Escribir sobre Godard siempre guarda esa tirantez, esa dualidad llena de trampas. El primer rescate podría ser emocional, aquello que me hizo enamorar de Godard antes de saber por qué. Godard había dicho en una entrevista que los fundadores de Cahiers du Cinéma y la Nouvelle Vague, mucho antes de ver las películas que los enamorarían, ya se habían fascinado con ellas a partir de lo que otros críticos habían escrito; a mis 16 yo tenía intuiciones sobre lo godardiano antes de ver a Godard. Dar con las copias de sus películas en VHS trajo un extraño acto de fe: uno ve películas para encontrar algo y sabe que eventualmente lo va a encontrar, pero cuando lo encuentra es tan increíble que no sabe qué era lo que esperaba encontrar en primera instancia.

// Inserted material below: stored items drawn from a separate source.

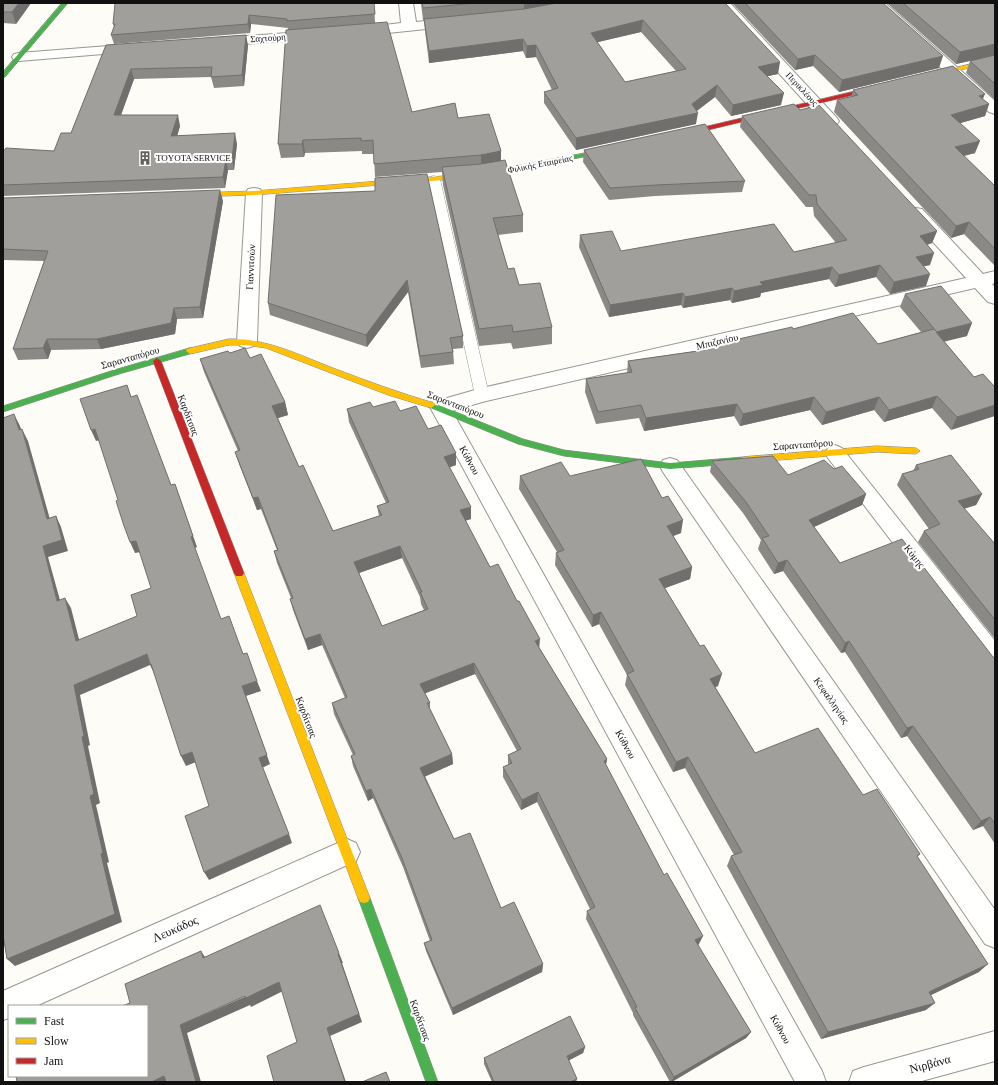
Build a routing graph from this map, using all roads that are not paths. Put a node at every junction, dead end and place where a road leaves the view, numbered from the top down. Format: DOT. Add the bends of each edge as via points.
graph roads {
  1 [pos="65,3"];
  2 [pos="406,3"];
  3 [pos="722,3"];
  4 [pos="877,3"];
  5 [pos="470,20"];
  6 [pos="409,27"];
  7 [pos="344,33"];
  8 [pos="328,34"];
  9 [pos="201,43"];
  10 [pos="146,47"];
  11 [pos="19,57"];
  12 [pos="995,60"];
  13 [pos="951,70"];
  14 [pos="3,76"];
  15 [pos="913,79"];
  16 [pos="890,85"];
  17 [pos="815,104"];
  18 [pos="995,109"];
  19 [pos="840,131"];
  20 [pos="669,137"];
  21 [pos="623,147"];
  22 [pos="434,179"];
  23 [pos="254,193"];
  24 [pos="182,196"];
  25 [pos="904,200"];
  26 [pos="987,279"];
  27 [pos="995,298"];
  28 [pos="247,342"];
  29 [pos="157,361"];
  30 [pos="482,395"];
  31 [pos="440,407"];
  32 [pos="3,409"];
  33 [pos="916,451"];
  34 [pos="835,453"];
  35 [pos="670,466"];
  36 [pos="995,659"];
  37 [pos="347,852"];
  38 [pos="995,934"];
  39 [pos="3,1006"];
  40 [pos="995,1046"];
  41 [pos="432,1082"];
  42 [pos="811,1082"];
  43 [pos="864,1082"];
  1 -- 11 [label="street"];
  2 -- 6 [label="street"];
  3 -- 17 [label="street, Περικλέους"];
  4 -- 13 [label="street"];
  5 -- 6 [label="street"];
  6 -- 7 [label="street"];
  8 -- 9 [label="street, Σαχτούρη"];
  10 -- 11 [label="street"];
  11 -- 14 [label="street"];
  12 -- 13 [label="street"];
  13 -- 15 [label="street"];
  13 -- 18 [label="street"];
  16 -- 17 [label="street"];
  17 -- 19 [label="street, Περικλέους"];
  17 -- 20 [label="street"];
  21 -- 22 [label="street, Φιλικής Εταιρείας" via="481,175"];
  22 -- 23 [label="street, Φιλικής Εταιρείας"];
  22 -- 30 [label="lane"];
  23 -- 24 [label="street, Φιλικής Εταιρείας"];
  23 -- 28 [label="street, Γιαννιτσών"];
  25 -- 26 [label="street"];
  26 -- 27 [label="street"];
  26 -- 30 [label="street, Μπιζανίου"];
  28 -- 29 [label="street, Σαρανταπόρου" via="226,341"];
  28 -- 31 [label="street, Σαρανταπόρου" via="268,346 391,393"];
  29 -- 32 [label="street, Σαρανταπόρου"];
  29 -- 37 [label="street, Καρδίτσας"];
  30 -- 31 [label="street, Μπιζανίου"];
  31 -- 35 [label="street, Σαρανταπόρου" via="520,442 564,454"];
  31 -- 42 [label="street, Κύθνου"];
  33 -- 34 [label="street, Σαρανταπόρου" via="877,449"];
  34 -- 35 [label="street, Σαρανταπόρου"];
  34 -- 36 [label="street, Κύμης"];
  35 -- 38 [label="street, Κεφαλληνίας"];
  37 -- 39 [label="street, Λευκάδος"];
  37 -- 41 [label="street, Καρδίτσας"];
  40 -- 43 [label="street, Νιρβάνα"];
}
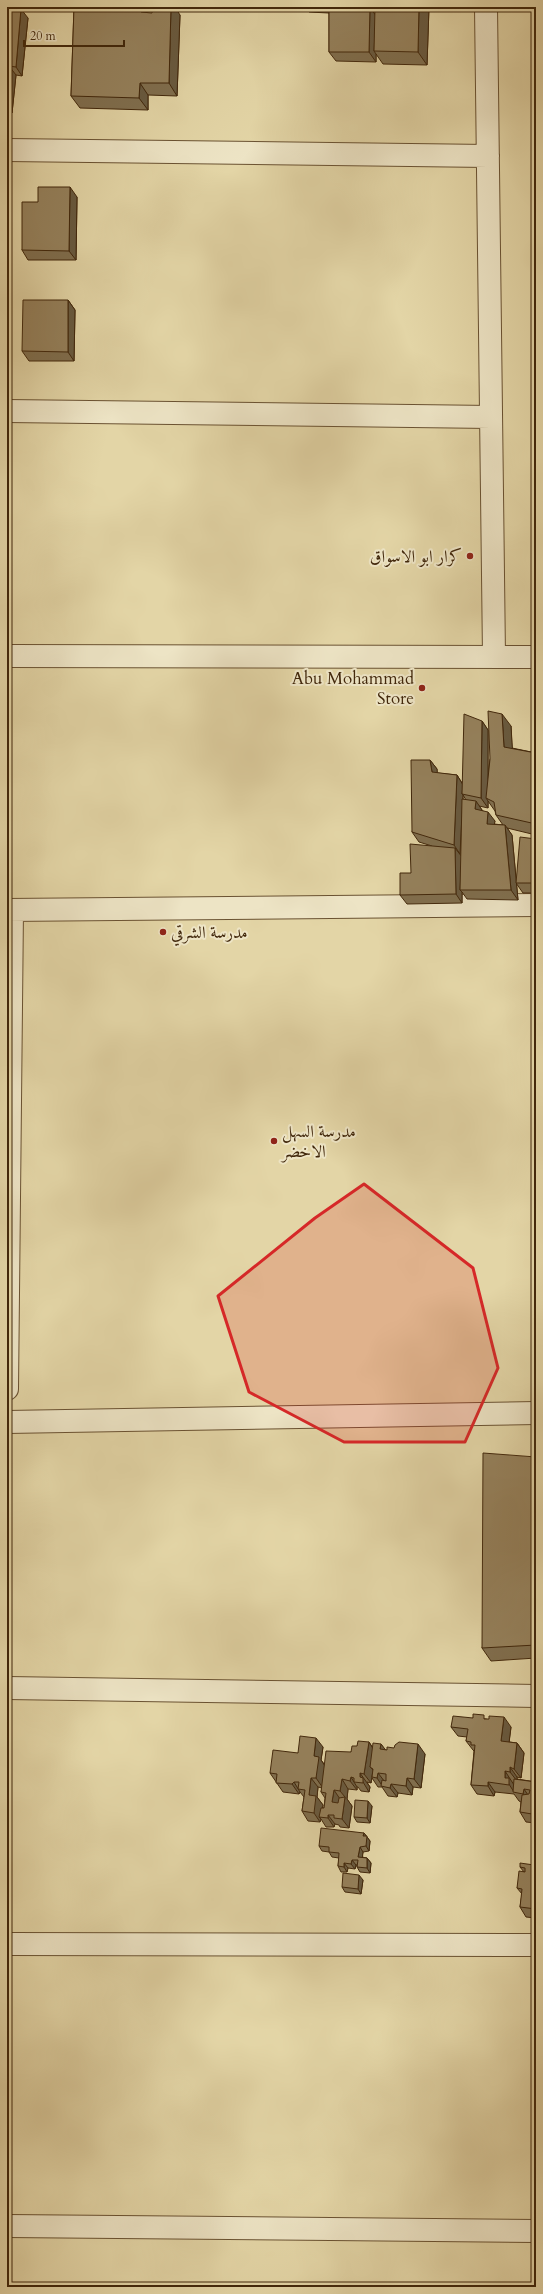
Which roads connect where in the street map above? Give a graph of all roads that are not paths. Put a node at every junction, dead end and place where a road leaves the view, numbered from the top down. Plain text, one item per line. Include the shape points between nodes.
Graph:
1 (486, 7) edge
2 (7, 150) edge
3 (488, 156) junction
4 (7, 411) edge
5 (491, 417) junction
6 (7, 656) edge
7 (494, 656) junction
8 (536, 657) edge
9 (536, 905) edge
10 (10, 910) edge
11 (8, 1168) edge
12 (7, 1389) edge
13 (536, 1413) edge
14 (7, 1422) edge
15 (7, 1688) edge
16 (536, 1696) edge
17 (7, 1944) edge
18 (536, 1945) edge
19 (7, 2226) edge
20 (536, 2231) edge

1 - 3 street
2 - 3 street
3 - 5 street
4 - 5 street
5 - 7 street
6 - 7 street
7 - 8 street
9 - 10 street
10 - 11 street
11 - 12 street
13 - 14 street
15 - 16 street
17 - 18 street
19 - 20 street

Así de sencillo fue, al principio, con todas las películas de Godard: À bout de souffle era para mí un documental sobre la mujer de pelo corto más linda que haya existido en el mundo, Bande à part era la reinvención de Chaplin y Vivre sa vie era la reinvención del mejor primer plano de la historia del cine. Y a su vez, Alphaville tenía a Anna Karina bajando por las escaleras con un vestido peludo que daba ganas de dormirte en él y Weekend tenía una colección de autos destrozados que parecían instantáneas de Enrique Metinides (fotógrafo mexicano de crónica roja) elevadas a una máxima condición barroca.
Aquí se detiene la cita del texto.